Your task is to output the listing exactly, leaving every image out.
START Records supplied
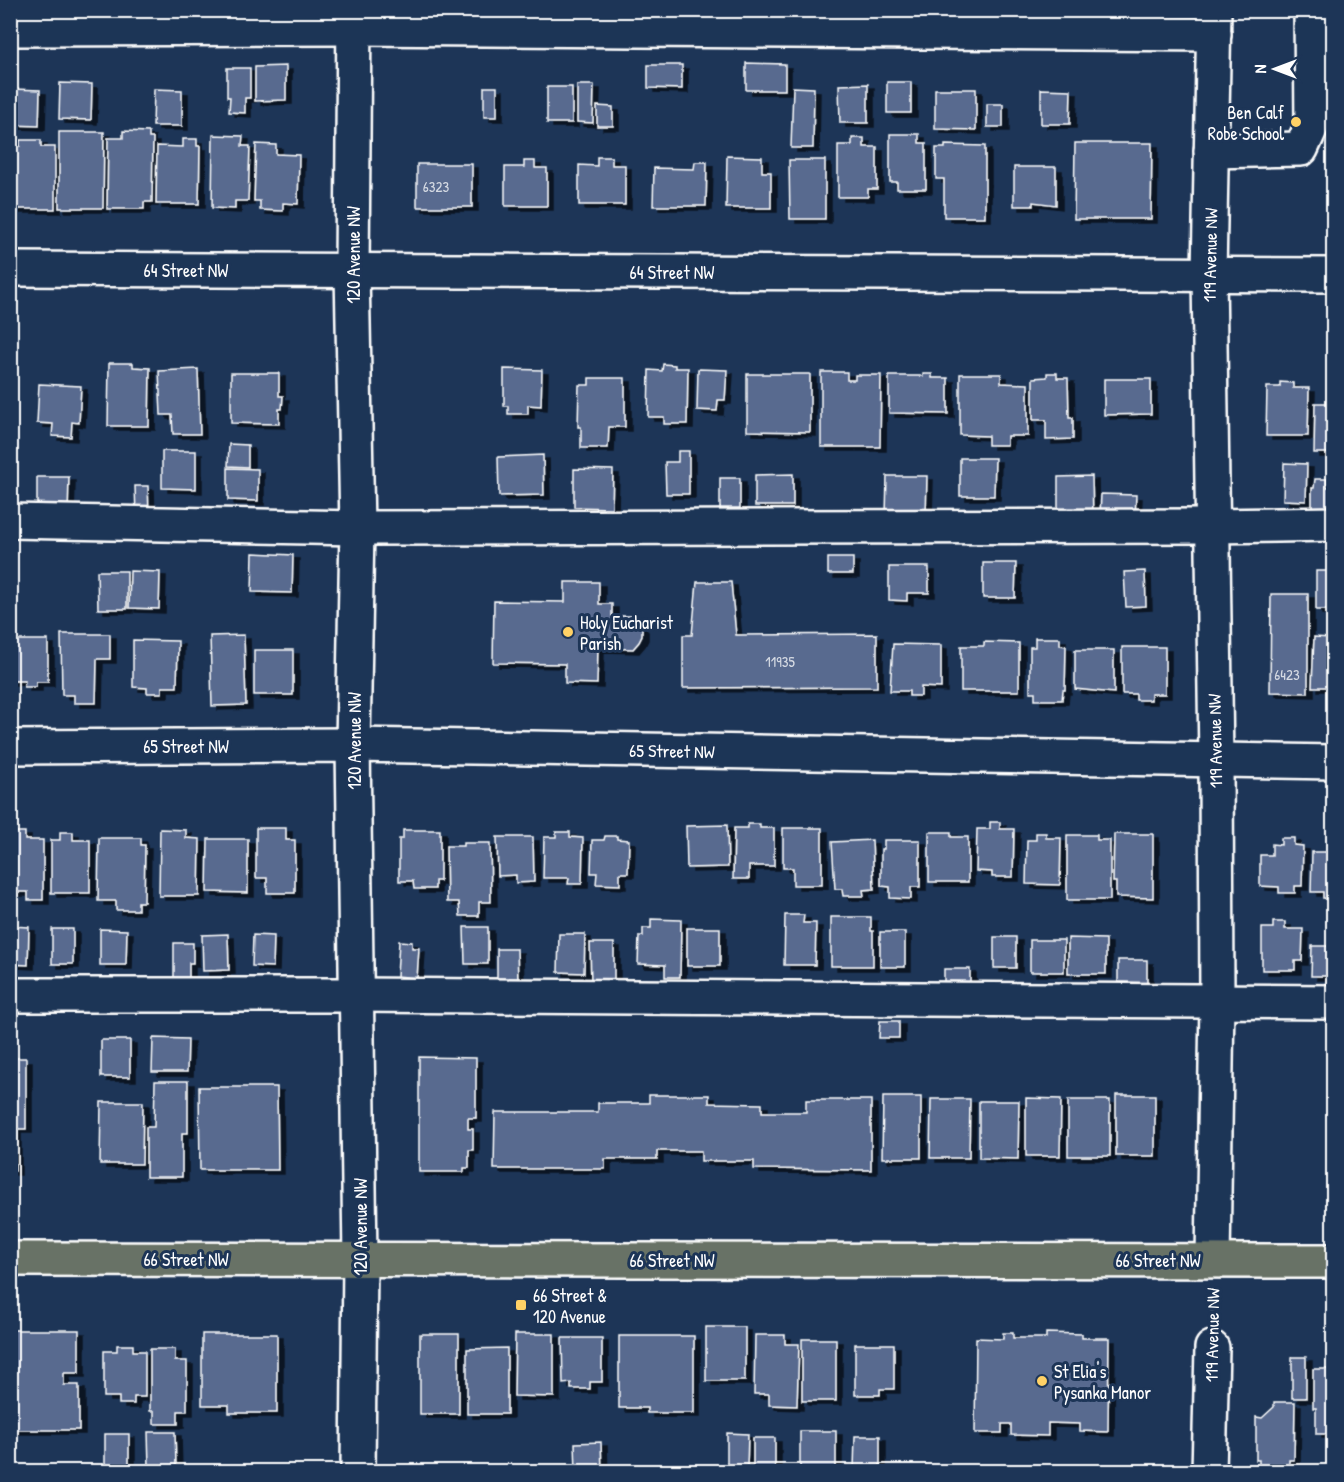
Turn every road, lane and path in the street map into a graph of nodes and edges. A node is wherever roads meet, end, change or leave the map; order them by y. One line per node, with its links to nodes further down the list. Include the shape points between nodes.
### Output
1 (1311, 10): 5 (street, via 1312,125 1301,149)
2 (354, 19): 3 (street); 4 (street); 7 (street, 120 Avenue NW)
3 (1214, 22): 5 (street, 119 Avenue NW)
4 (10, 29)
5 (1211, 151): 8 (street, 119 Avenue NW)
6 (10, 269): 7 (street, 64 Street NW)
7 (352, 271): 8 (street, 64 Street NW); 13 (street, 120 Avenue NW)
8 (1209, 274): 9 (street, 64 Street NW); 12 (street, 119 Avenue NW)
9 (1334, 275)
10 (10, 521): 13 (street)
11 (1334, 524): 12 (street)
12 (1211, 526): 13 (street); 16 (street, 119 Avenue NW)
13 (357, 528): 14 (street, 120 Avenue NW)
14 (353, 745): 15 (street, 65 Street NW); 16 (street, 65 Street NW); 19 (street, 120 Avenue NW)
15 (10, 747)
16 (1216, 760): 17 (street, 65 Street NW); 20 (street, 119 Avenue NW)
17 (1334, 762)
18 (10, 995): 19 (street)
19 (357, 995): 20 (street); 23 (street, 120 Avenue NW)
20 (1217, 1000): 21 (street); 24 (street, 119 Avenue NW)
21 (1334, 1002)
22 (10, 1259): 23 (main road, 66 Street NW)
23 (360, 1259): 24 (main road, 66 Street NW); 27 (street, 120 Avenue NW)
24 (1214, 1260): 25 (main road, 66 Street NW); 26 (path, 119 Avenue NW)
25 (1334, 1261)
26 (1212, 1348): 28 (street, 119 Avenue NW)
27 (358, 1472)
28 (1209, 1472)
END Records supplied
• _Result of the task_
Turn every road, lane and path in the street map into a graph of nodes and edges. A node is wherever roads meet, end, change or leave the map; order them by y. One line per node, with its links to nodes further down the list. Include the shape points between nodes.
### Output
1 (1311, 10): 5 (street, via 1312,125 1301,149)
2 (354, 19): 3 (street); 4 (street); 7 (street, 120 Avenue NW)
3 (1214, 22): 5 (street, 119 Avenue NW)
4 (10, 29)
5 (1211, 151): 8 (street, 119 Avenue NW)
6 (10, 269): 7 (street, 64 Street NW)
7 (352, 271): 8 (street, 64 Street NW); 13 (street, 120 Avenue NW)
8 (1209, 274): 9 (street, 64 Street NW); 12 (street, 119 Avenue NW)
9 (1334, 275)
10 (10, 521): 13 (street)
11 (1334, 524): 12 (street)
12 (1211, 526): 13 (street); 16 (street, 119 Avenue NW)
13 (357, 528): 14 (street, 120 Avenue NW)
14 (353, 745): 15 (street, 65 Street NW); 16 (street, 65 Street NW); 19 (street, 120 Avenue NW)
15 (10, 747)
16 (1216, 760): 17 (street, 65 Street NW); 20 (street, 119 Avenue NW)
17 (1334, 762)
18 (10, 995): 19 (street)
19 (357, 995): 20 (street); 23 (street, 120 Avenue NW)
20 (1217, 1000): 21 (street); 24 (street, 119 Avenue NW)
21 (1334, 1002)
22 (10, 1259): 23 (main road, 66 Street NW)
23 (360, 1259): 24 (main road, 66 Street NW); 27 (street, 120 Avenue NW)
24 (1214, 1260): 25 (main road, 66 Street NW); 26 (path, 119 Avenue NW)
25 (1334, 1261)
26 (1212, 1348): 28 (street, 119 Avenue NW)
27 (358, 1472)
28 (1209, 1472)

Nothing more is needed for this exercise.